As a clothing retailer whose target market is mainly the young adults, Abercrombie & Fitch relies on its “brand representatives” to ensure that they are a symbol of the company by adorning the “natural, classic American style” (McBride, 2005, p. 78). Accordingly, A & F ensures that its sales representatives adhere to strict codes of grooming with regard to controllable elements of their looks. These standards have also been articulated by A & F in the company’s “Look Policy”. Whereas employers in the clothing and fashion industry needs to ensure that they use strategies that will attract the customers that they target to their stores, hiring on the basis of looks has therefore become a fashionable practice in this sector (McEachern, 2008, p. 408).
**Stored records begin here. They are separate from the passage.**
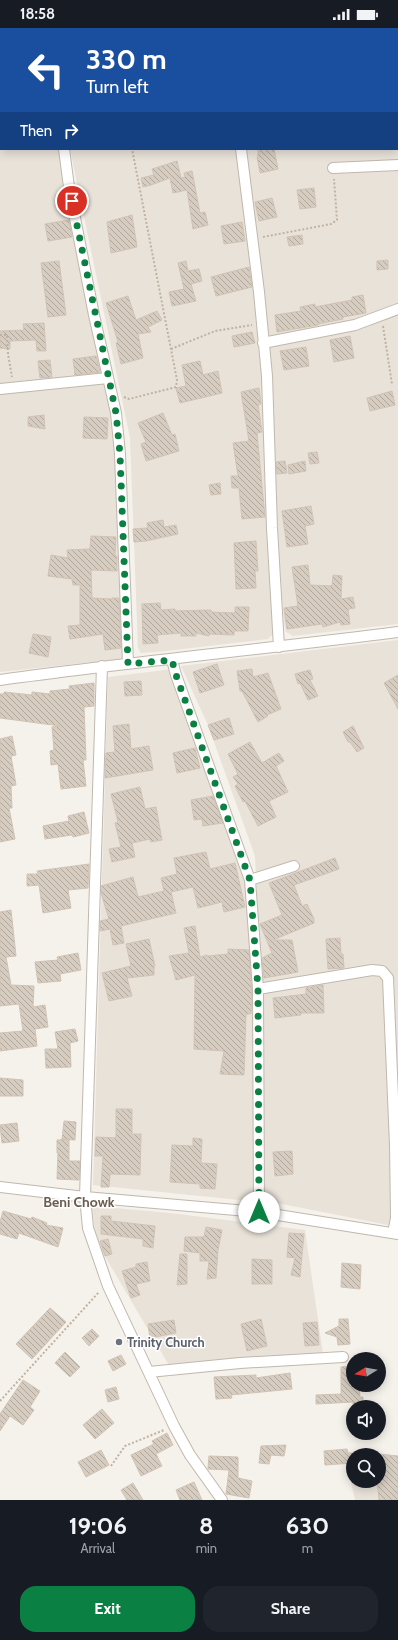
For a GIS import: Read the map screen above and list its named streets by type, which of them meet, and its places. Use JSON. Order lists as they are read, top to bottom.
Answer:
{
  "districts": ["Beni Chowk"],
  "places": ["Trinity Church"],
  "north": "left",
  "page": {
    "status": "18:58",
    "turn": ["330 m", "Turn left"],
    "then": "Then",
    "eta": [
      "19:06",
      "Arrival",
      "8",
      "min",
      "630",
      "m"
    ],
    "buttons": ["Exit", "Share"]
  }
}
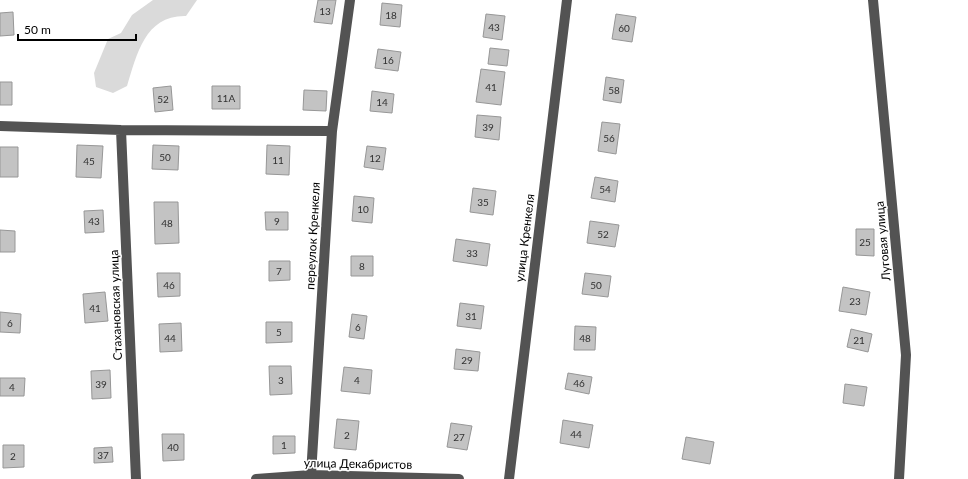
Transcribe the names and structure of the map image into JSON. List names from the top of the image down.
{
  "streets": {
    "street": [
      "переулок Кренкеля",
      "улица Кренкеля",
      "Луговая улица",
      "Стахановская улица",
      "улица Декабристов"
    ]
  },
  "crossings": [
    ["переулок Кренкеля", "улица Декабристов"]
  ],
  "house_numbers": [
    "13",
    "18",
    "43",
    "60",
    "16",
    "41",
    "58",
    "11А",
    "52",
    "14",
    "39",
    "56",
    "50",
    "12",
    "11",
    "45",
    "54",
    "35",
    "10",
    "43",
    "9",
    "48",
    "52",
    "25",
    "33",
    "8",
    "7",
    "46",
    "50",
    "23",
    "41",
    "31",
    "6",
    "6",
    "5",
    "44",
    "48",
    "21",
    "29",
    "3",
    "4",
    "46",
    "39",
    "4",
    "44",
    "2",
    "27",
    "1",
    "40",
    "37",
    "2"
  ],
  "scale_bar": "50 m"
}
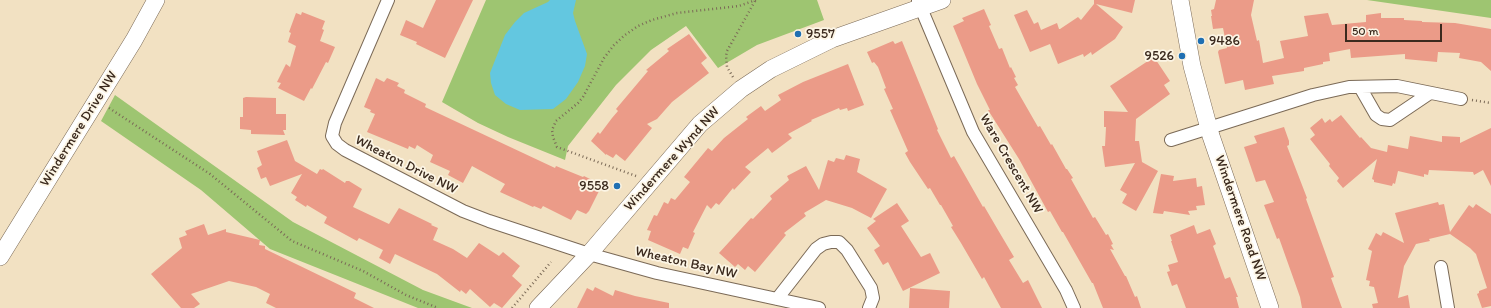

On the other hand, other firms in the industry have not been seen to go to the depths that A & F has gone to, and this could explain the many lawsuits that have been filed by potential candidates for employment regarding either wrongful termination or discrimination during hiring, based on their religion, age, sex, and race.
Legal and ethical issues of the A & F case
From a legal perspective, whereas other retail chains like Benetton and Gap hire attractive people from diverse races and backgrounds, A & F on the other hand, have been accused on being too selective, hiring only blondes. There is also the issue of discrimination by A & F, by hiring sales ladies on the basis of looks. Allegations by plaintiffs to several lawsuits that have been filed against A & F are that the company is discriminatory to people, on the basis of their age and religion (Carroll, & Buchholtz, 2008, p. 937). From an ethical point of view, A & F employs a provocative strategy to market to its main target market; teenagers and young people. According to one of the sales ladies at A & F’s image is “party-loving jocks and bare-naked ladies living fantasy lives” (Carroll, & Buchholtz, 2008, p. 937). In other words, the company thrives on a cool and seductive strategy to market its products. The case study provided for this research paper has featured the comments of one of the sales ladies at the company, Elizabeth, who asserts that “the skirts are getting shorter. The tops are getting smaller. That seems to be the trend and Abercrombie is going with it” (Carroll, & Buchholtz, 2008, p. 938). This novel provocative strategy targets teens, as well as those in their twenties.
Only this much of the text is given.